Ainda assim, o BID alertou que um cenário negativo baseado em um crescimento menor nos Estados Unidos e Europa, com novos surtos do novo coronavírus e diversas variantes, e com uma vacinação mais lenta, reduziria o crescimento a apenas 0,8% neste ano.

Referente a 2022, o relatório projeta que a expansão seja desacelerada até cerca de 2,5%.

Parrado destacou que a região "tem adianta um caminho estreito, mas claramente definido para sair fortalecida dos choques sociais e pandêmicos dos últimos anos".

"Sistemas fiscais saudáveis podem nos ajudar a desbloquear nosso potencial", afirmou o economista-chefe do BID.

"Alavancando a realocação de recursos entre setores para impulsionar o crescimento da produtividade, promover o emprego formal e alcançar um futuro mais verde", completou.

Entre as recomendações para esse impulso econômico que estão sendo analisadas na reunião em Barranquilla, o relatório cita aumentar a produtividade, comentar o vínculo das empresas com as cadeias globais de fornecimento, para elevar seu valor agregado e promover a economia digital e a criação de emprego de forma inclusiva.
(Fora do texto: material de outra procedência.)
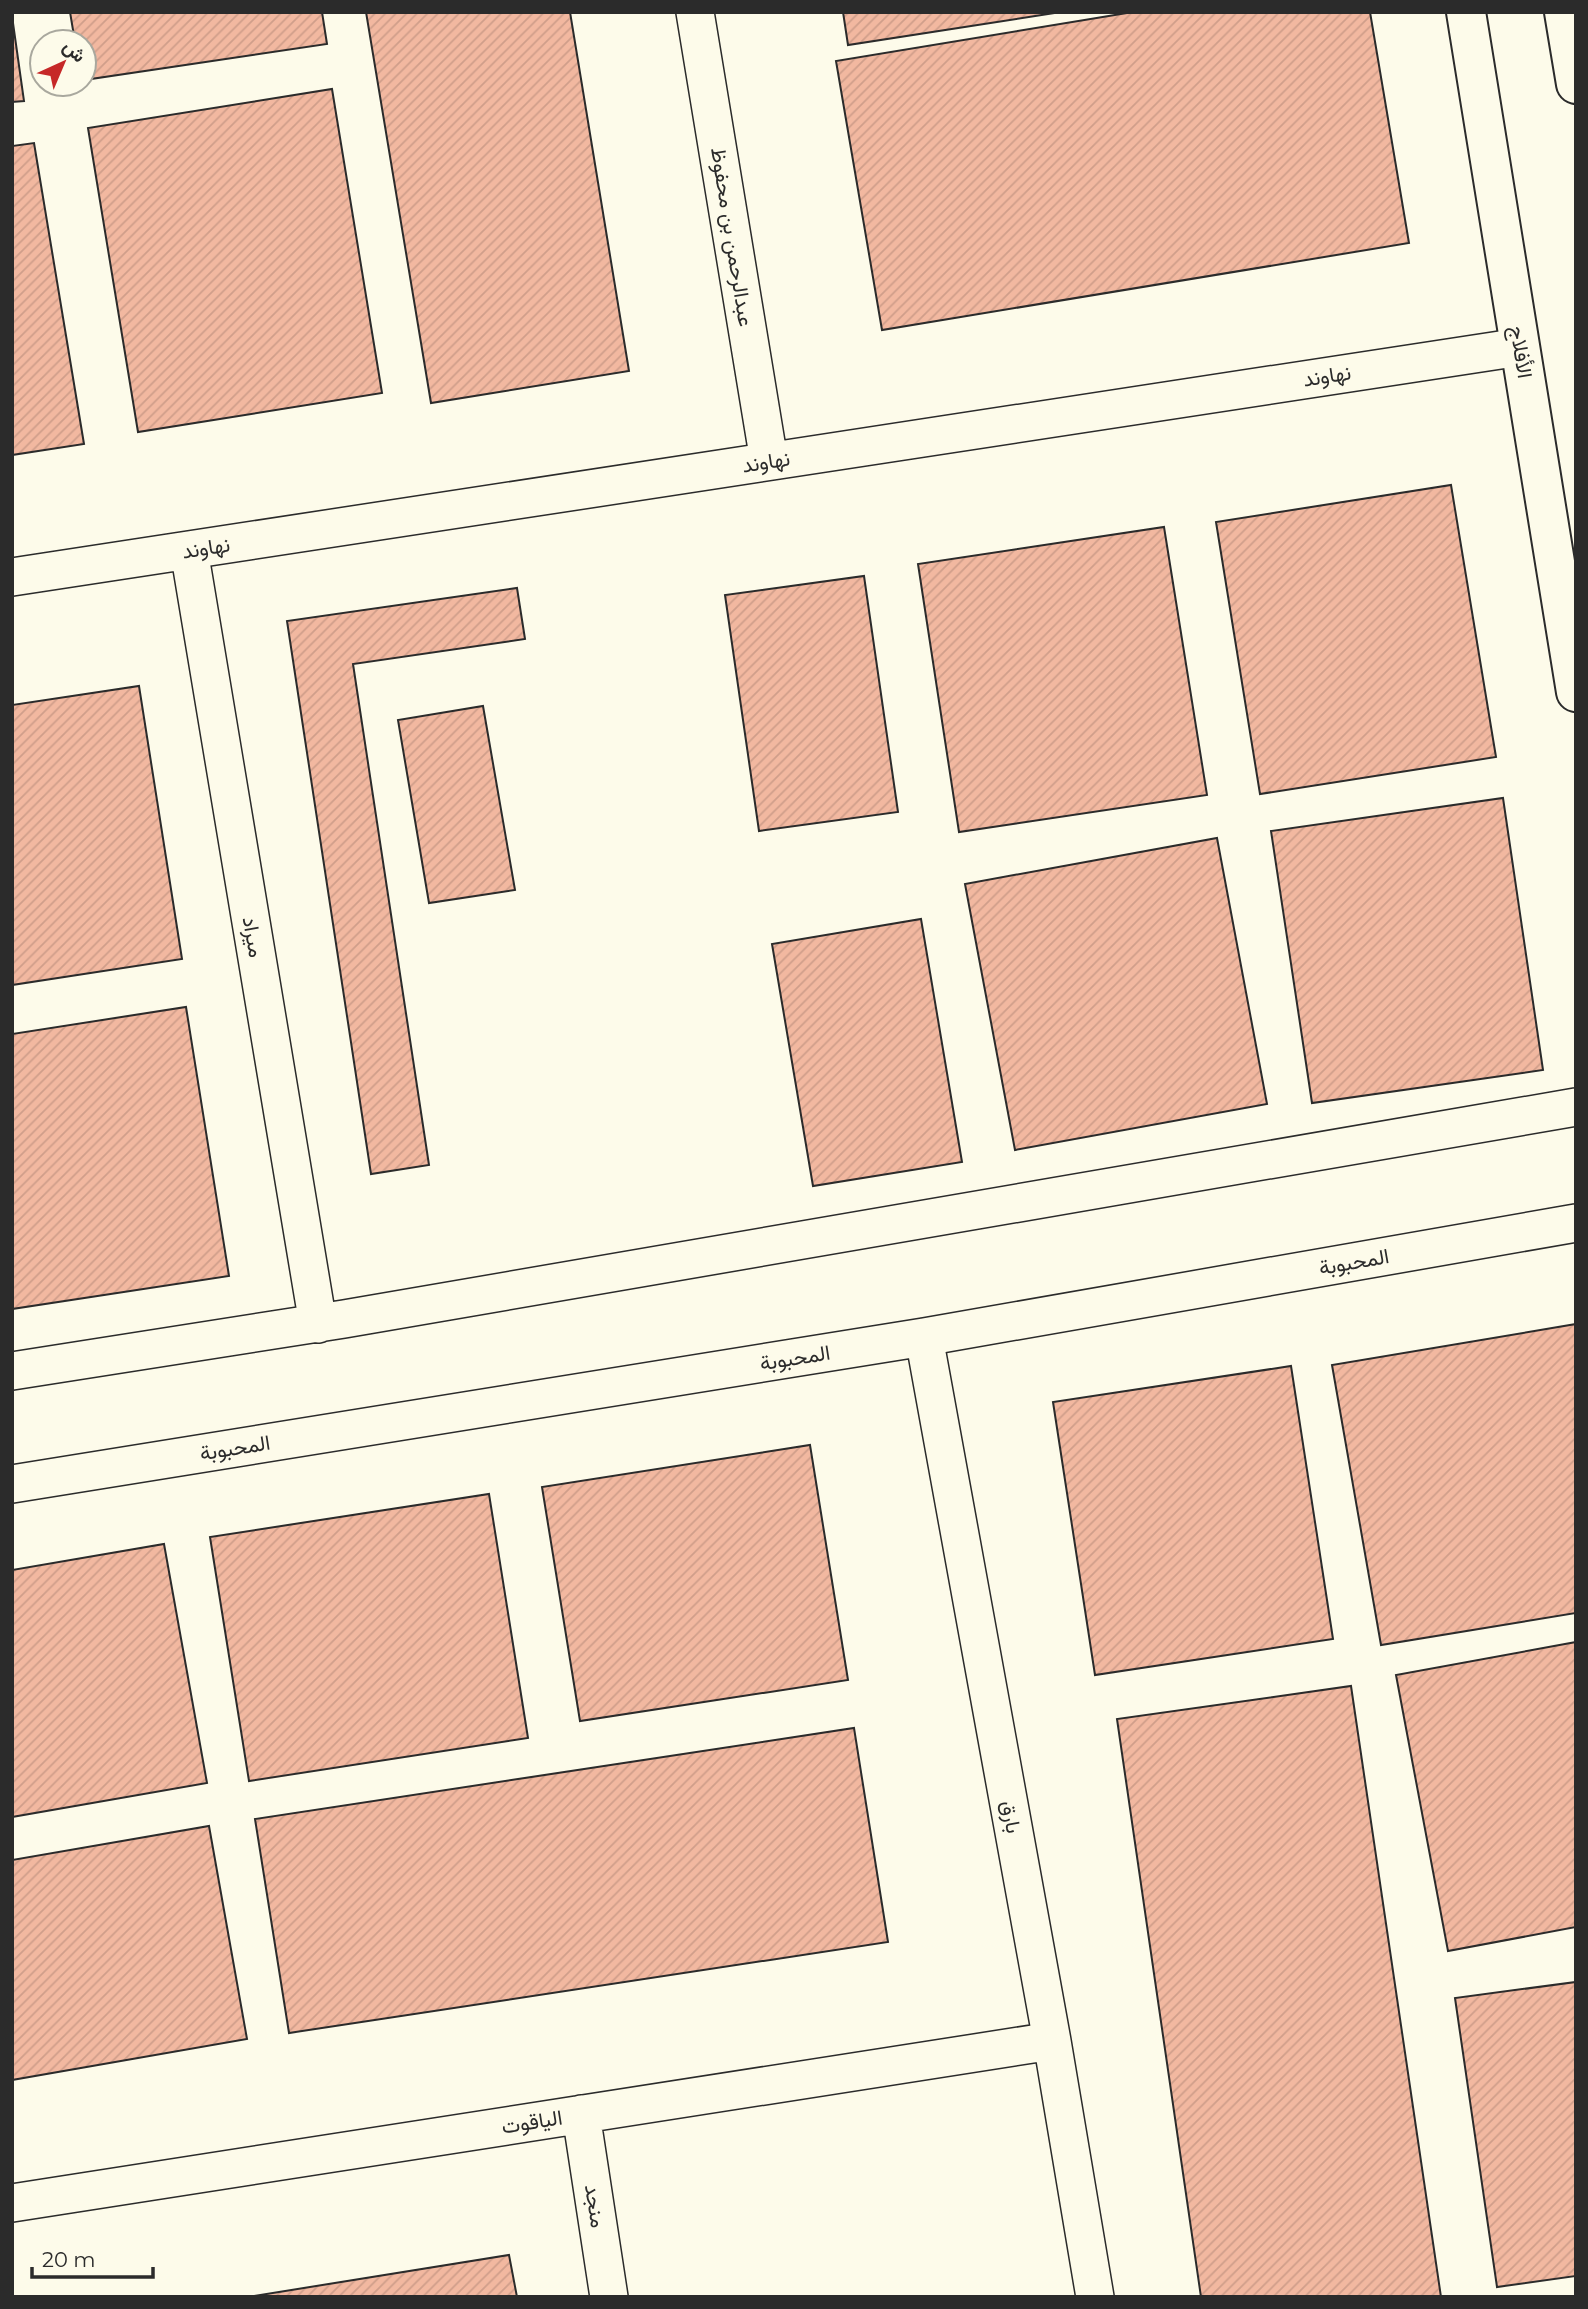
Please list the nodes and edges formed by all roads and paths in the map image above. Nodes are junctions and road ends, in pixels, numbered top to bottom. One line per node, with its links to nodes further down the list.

Com mais de 22,1 milhões de casos de infecção e 700 mil mortos, desde o início da pandemia da Covid-19 na América Latina, em fevereiro do ano passado, com a detecção do primeiro positivo no Brasil, a crise está longe de acabar na região.

Vários países atravessam uma segunda onda de contágio, enquanto o ritmo de vacinação avança lentamente, com exceção do Chile, um dos líderes mundiais de imunização.

TRIBUTAÇÃO E POBREZA.

O documento do BID, além disso, alerta para a súbita piora das contas públicas.

Os déficits fiscais totais aumentaram em média de 5,3% do BID, de 3% em 2019 para 8,2% em 2020, e estima-se que a dívida pública subiu de 28% do PIB 2019, para 72% em 2020.

"Dados esses desafios fiscais e os altos níveis de endividamento, a melhoria das instituições fiscais deveria ser alta prioridade", disse um dos coordenadores do documento, Andrew Powell, consultor sênior do BID, já que "um maior grau de credibilidade permitiria um ajuste mais gradual com taxas de juros mais baixas para garantir a sustentabilidade da dívida".

Embora os governos latino-americanos tenham lançado pacotes de apoio fiscal, que representam em média 8,5% do PIB regional, a porcentagem é menos da metade do apoio implantado pelas economias avançadas, com uma média de 19%.

Algumas das áreas mais atingidas pela crise são o emprego e a pobreza, afetados por choques externos e internos: em 12 países da região, cerca de 26 milhões de postos de trabalho foram perdidos entre fevereiro e outubro de 2020, um número que caiu para 15 milhões em fevereiro de 2021.

Por outro lado, as projeções do BID indicam que a extrema pobreza aumentará de 12,1 % para 14,6 % da população total de mais de 650 milhões de pessoas na América Latina.